After two rocky years and a severe global financial crisis, General Electric Co expects its profit and dividend to rise in 2011, the largest U.S. conglomerate's chief financial officer said.

The world's largest maker of jet engines and electricity-producing turbines expects its results to improve after the first quarter of 2010, CFO Keith Sherin told an investor conference on Tuesday.

We have very good visibility around our cash flow ... If you think about 2011 for us, we believe we're going to have earnings growth, Sherin said.
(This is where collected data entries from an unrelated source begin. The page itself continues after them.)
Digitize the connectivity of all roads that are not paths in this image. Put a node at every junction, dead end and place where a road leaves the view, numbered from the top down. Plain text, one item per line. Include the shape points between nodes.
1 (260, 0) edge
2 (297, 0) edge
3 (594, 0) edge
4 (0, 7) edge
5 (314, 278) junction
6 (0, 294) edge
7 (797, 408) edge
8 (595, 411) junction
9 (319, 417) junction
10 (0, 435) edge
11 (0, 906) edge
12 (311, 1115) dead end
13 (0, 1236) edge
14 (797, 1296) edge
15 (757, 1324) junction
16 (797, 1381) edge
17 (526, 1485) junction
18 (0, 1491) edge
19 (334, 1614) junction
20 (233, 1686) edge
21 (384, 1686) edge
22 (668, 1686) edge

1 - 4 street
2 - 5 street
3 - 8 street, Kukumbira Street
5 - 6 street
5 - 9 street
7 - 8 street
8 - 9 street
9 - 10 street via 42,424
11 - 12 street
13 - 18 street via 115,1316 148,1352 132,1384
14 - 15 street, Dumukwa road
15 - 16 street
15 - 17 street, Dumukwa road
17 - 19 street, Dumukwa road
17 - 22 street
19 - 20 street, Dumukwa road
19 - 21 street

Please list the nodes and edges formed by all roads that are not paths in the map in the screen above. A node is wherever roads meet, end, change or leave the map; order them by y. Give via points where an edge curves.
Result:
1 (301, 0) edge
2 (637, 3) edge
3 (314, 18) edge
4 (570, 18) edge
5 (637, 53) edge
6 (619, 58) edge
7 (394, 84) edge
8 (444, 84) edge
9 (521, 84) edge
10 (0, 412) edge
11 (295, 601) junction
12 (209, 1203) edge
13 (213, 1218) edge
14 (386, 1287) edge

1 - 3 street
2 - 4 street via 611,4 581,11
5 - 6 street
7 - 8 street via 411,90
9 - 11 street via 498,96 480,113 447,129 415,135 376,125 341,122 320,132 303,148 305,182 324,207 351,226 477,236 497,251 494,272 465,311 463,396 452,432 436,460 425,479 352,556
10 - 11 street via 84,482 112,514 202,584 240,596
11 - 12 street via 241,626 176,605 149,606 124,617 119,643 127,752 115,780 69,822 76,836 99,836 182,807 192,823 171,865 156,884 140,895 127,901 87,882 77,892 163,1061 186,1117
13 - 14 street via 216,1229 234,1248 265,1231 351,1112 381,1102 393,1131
We plan to resume growing the dividend again in 2011.

GE has stopped giving investors per-share earnings targets, but has said it expects 2010 profit to be roughly flat with last year's performance.

The Fairfield, Connecticut-based company cut its quarterly dividend by 68 percent in February 2009 to protect its financial flexibility.

Analysts, on average, look for 2010 profit of 99 cents per share, including items, with 2011 profit forecast at $1.24 per share, according to Thomson Reuters I/B/E/S.

Some analysts have become more bullish on GE's 2011 prospects in recent days.

We now see the potential for a beat in 2011, JP Morgan analyst Stephen Tusa wrote in a note to clients issued before Sherin's talk.

He expects GE annual profit to about double to $2 per share by 2013.

Wall Street forecasts first-quarter profit of 17 cents per share, down from 26 cents last year, but after that, GE expects results to improve.

If you look at the first quarter, the estimates out there for consensus are down year over year, Sherin said. If the first quarter's down, but the whole year is flat, the rest of the year improves.


Over the long term, the company aims to cut back its GE Capital finance arm to generate 30 percent to 40 percent of overall corporate profit, down from more than half before the recession, Sherin said.

It expects mid-market lending and leasing to account for 40 percent to 50 percent of its GE Capital operations and for the financial units attached to GE's industrial businesses to represent about 20 percent of the operation. The smaller slices of the pie will be consumer finance, representing 15 percent to 20 percent of the whole, and real estate, representing about 15 percent, Sherin said.

Having survived a credit crunch that led to the collapse of Lehman Brothers and Bear Stearns and sent rival commercial lender CIT Group Inc into bankruptcy and caused many U.S. banks to tighten lending, GE has had an easier time winning finance contracts at attractive terms, Sherin said.

The financial crisis had a lot of competitive impacts and one of them was a lot of the competitors that we used to go head to head with are no longer participating in the marketplace, he said.

For instance, when the time came last year to renew GE's private-label credit-card contracts with retailers Wal-Mart Stores Inc and JC Penney Co Inc , no one else came to the party to bid, Sherin said.

As a result, that business segment has become more profitable for GE Capital.

The returns are far better than they were before, he added.

GE shares were up 2.5 percent at $17.72 in early afternoon trading on the New York Stock Exchange.